2


Майя открыла окно. Ей в лицо повеяло прохладным ветерком, будто кто-то невидимый погладил её по щеке. Она глубоко вдохнула сладостный аромат леса, прислушиваясь к лаю и тявканью возившихся неподалёку волчат. Если бы Майя находилась в теле волчицы, то смогла бы различить и перекличку взрослых волков, которые сейчас охотились, а также голоса часовых, бегавших в глубине леса, однако её человеческий слух не был настолько острым.

Раздосадованная девушка осторожно перегнулась через подоконник, надеясь уловить хоть какой-то звук или движение возле дома, и вдруг почувствовала, как подкашиваются ноги. «Нет. Нет, – подумала она, оседая на пол. – Только не сейчас. Я не должна. Я не могу. Нужно взять себя в руки. Просто необходимо. Это единственное средство».

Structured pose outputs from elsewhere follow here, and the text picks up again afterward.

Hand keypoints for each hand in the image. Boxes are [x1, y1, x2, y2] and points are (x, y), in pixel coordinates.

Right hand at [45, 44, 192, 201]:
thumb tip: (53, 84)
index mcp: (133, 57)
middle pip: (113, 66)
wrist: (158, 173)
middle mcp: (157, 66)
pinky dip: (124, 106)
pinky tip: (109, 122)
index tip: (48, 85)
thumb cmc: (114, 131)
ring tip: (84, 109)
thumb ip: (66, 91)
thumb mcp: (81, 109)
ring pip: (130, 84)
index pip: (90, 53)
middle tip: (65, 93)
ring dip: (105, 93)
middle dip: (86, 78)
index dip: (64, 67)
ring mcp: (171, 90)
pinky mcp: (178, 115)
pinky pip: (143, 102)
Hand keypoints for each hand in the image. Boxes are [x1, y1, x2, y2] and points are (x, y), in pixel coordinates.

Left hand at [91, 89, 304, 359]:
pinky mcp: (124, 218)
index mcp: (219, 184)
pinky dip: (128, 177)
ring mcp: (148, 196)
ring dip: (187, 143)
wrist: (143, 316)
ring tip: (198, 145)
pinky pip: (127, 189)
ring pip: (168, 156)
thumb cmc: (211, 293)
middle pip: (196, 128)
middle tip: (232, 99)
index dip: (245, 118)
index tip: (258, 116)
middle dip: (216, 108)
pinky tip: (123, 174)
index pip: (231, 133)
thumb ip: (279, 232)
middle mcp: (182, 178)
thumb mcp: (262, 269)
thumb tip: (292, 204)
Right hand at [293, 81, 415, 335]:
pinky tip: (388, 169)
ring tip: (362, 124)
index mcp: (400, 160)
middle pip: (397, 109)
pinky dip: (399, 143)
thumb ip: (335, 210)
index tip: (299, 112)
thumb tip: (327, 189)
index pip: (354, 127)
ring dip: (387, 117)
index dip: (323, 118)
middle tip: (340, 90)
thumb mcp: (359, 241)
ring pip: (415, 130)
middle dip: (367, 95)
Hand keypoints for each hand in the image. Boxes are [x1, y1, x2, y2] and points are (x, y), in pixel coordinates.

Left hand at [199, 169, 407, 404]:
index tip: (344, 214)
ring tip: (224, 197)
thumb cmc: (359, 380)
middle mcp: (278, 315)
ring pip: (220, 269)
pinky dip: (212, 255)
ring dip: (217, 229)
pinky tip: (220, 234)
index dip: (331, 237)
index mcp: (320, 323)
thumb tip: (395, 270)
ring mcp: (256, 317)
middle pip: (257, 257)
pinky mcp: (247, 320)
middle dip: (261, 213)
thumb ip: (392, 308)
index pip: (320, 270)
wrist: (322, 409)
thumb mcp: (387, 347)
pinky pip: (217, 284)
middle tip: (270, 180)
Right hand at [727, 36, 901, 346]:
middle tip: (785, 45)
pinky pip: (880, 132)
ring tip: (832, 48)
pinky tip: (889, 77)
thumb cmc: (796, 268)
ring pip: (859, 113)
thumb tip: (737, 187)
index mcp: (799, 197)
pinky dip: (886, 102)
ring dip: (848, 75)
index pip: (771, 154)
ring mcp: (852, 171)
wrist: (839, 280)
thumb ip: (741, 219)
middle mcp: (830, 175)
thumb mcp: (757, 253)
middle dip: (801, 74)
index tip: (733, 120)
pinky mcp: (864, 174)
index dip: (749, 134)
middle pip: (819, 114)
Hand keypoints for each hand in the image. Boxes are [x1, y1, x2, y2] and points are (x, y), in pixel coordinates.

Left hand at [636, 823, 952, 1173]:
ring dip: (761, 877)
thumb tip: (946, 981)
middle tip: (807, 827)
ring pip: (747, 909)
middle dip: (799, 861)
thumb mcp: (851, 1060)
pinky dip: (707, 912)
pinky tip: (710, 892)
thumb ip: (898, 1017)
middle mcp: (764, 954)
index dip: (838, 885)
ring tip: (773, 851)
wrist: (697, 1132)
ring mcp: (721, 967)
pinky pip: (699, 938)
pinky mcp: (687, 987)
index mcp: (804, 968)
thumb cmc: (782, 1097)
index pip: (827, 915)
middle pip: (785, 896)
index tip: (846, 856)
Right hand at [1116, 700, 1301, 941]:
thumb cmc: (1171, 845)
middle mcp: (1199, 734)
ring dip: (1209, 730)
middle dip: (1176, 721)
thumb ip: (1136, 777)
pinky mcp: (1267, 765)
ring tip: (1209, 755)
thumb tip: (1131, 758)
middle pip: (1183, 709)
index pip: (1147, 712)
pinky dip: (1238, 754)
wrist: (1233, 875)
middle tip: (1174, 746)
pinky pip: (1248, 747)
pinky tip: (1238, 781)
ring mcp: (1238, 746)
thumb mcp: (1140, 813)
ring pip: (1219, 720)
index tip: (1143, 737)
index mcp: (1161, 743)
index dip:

Стиснув зубы, Майя попыталась выровнять дыхание, а потом поняла, что из-за охватившей её мучительной боли она не может дышать. Два месяца. Уже два месяца Майя сидит взаперти в этой комнате. Два месяца она вынуждена оставаться в человеческом теле, два месяца она день за днём задыхается и чахнет. Два месяца она борется с непреодолимым желанием превратиться.

– Майя! Майя! Нет! Нельзя! – раздался вдруг тонкий голос.

Майя подняла голову и увидела свою младшую сестру. В глазах Хоуп читался испуг. Однако Майя, как ни пыталась, не могла понять причину этого страха. Она утратила способность размышлять. Волчица внутри неё яростно билась, гася все мысли.

– Если ты превратишься, то сбежишь, и старейшины причинят тебе вред! Я этого не хочу! Не хочу! – снова завопила Хоуп, сердито смахивая блестевшие в глазах слёзы.

Ценой невероятных усилий Майя смогла разобрать несколько слов. По её лицу пробежала судорога, она попыталась что-то сказать, но смогла издать лишь звериное рычание. Волчица была уже здесь, прямо у неё под кожей, управляла её языком.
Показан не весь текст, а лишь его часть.